UK priest who found his calling in the plight of Iraq's Christians

After the traumas inflicted by the rise of ISIS, the return of Iraq’s Christian communities to villages and towns on the Nineveh plains around Mosul has a special resonance throughout the Catholic Church.

For one priest and active supporter of his fellow Catholics in Iraq, the resettlement should represent something joyful but instead the threat these Iraqis faced has not disappeared but only changed form.

Father Benedict Kiely left his comfortable posting in the American state of Vermont to work with Iraqi Christians, a community that was 200,000 strong in Mosul and surrounding towns and had been put to flight by the terror group.

ISIS has since been vanquished but Fr Kiely on a recent visit experienced the culture of fear that still exists at first hand.
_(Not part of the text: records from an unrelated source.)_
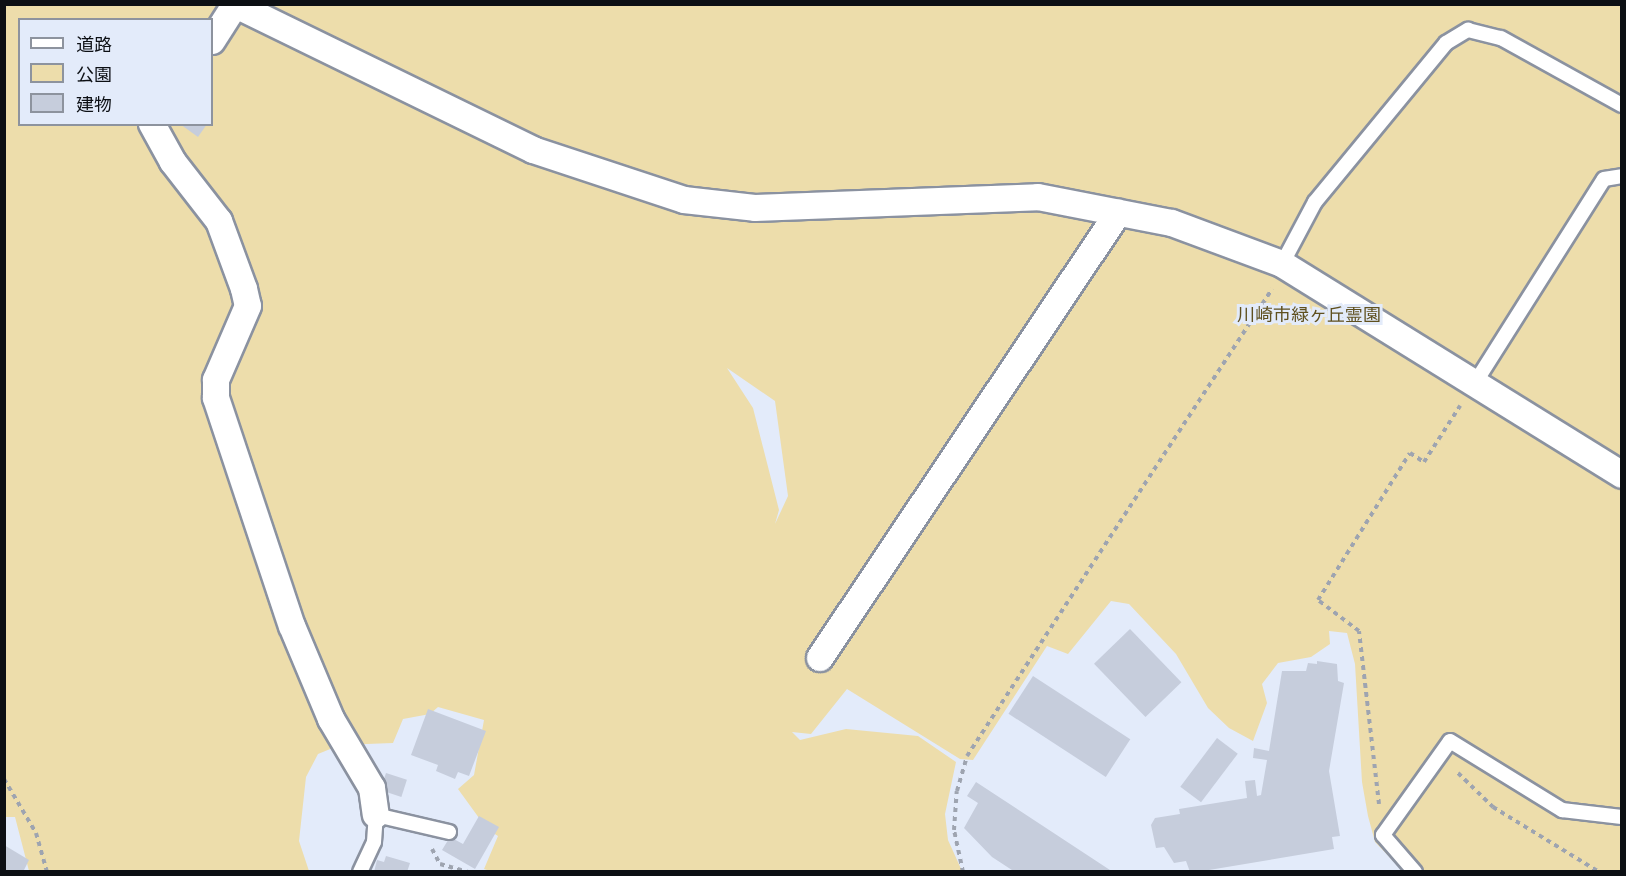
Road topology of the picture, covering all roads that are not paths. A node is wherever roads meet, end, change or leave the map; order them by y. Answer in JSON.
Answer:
{"nodes":[{"id":1,"x":234,"y":5,"type":"edge"},
{"id":2,"x":213,"y":39,"type":"edge"},
{"id":3,"x":1622,"y":105,"type":"edge"},
{"id":4,"x":153,"y":126,"type":"edge"},
{"id":5,"x":1622,"y":176,"type":"edge"},
{"id":6,"x":1118,"y":213,"type":"junction"},
{"id":7,"x":1282,"y":264,"type":"junction"},
{"id":8,"x":1471,"y":389,"type":"junction"},
{"id":9,"x":1622,"y":475,"type":"edge"},
{"id":10,"x":820,"y":658,"type":"dead end"},
{"id":11,"x":375,"y":815,"type":"junction"},
{"id":12,"x":1622,"y":817,"type":"edge"},
{"id":13,"x":449,"y":832,"type":"dead end"},
{"id":14,"x":360,"y":872,"type":"edge"},
{"id":15,"x":1415,"y":872,"type":"edge"}],
"edges":[{"from":1,"to":2,"type":"street"},
{"from":1,"to":6,"type":"street"},
{"from":3,"to":7,"type":"lane"},
{"from":4,"to":11,"type":"street"},
{"from":5,"to":8,"type":"lane"},
{"from":6,"to":7,"type":"street"},
{"from":6,"to":10,"type":"street"},
{"from":7,"to":8,"type":"street"},
{"from":8,"to":9,"type":"street"},
{"from":11,"to":13,"type":"lane"},
{"from":11,"to":14,"type":"lane"},
{"from":12,"to":15,"type":"lane"}]}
One of his friends, Fr Behnam Benoka, a Syrian Catholic priest, recalled to him how a member of an Iran-backed Popular Mobilisation Forces (PMF) militia put a gun to his head after surrounding his church in the town of Bartella.

“They feel surrounded in Bartella, the priest has had a gun in his face, there is a large banner of the ayatollahs in the middle of the town and even the Iraqi general in the area seems afraid of these militias,” Fr Kiely told The National from his home in England after returning from Iraq. “Unless the Shia militias are removed, it’s basically over for Christians in the area.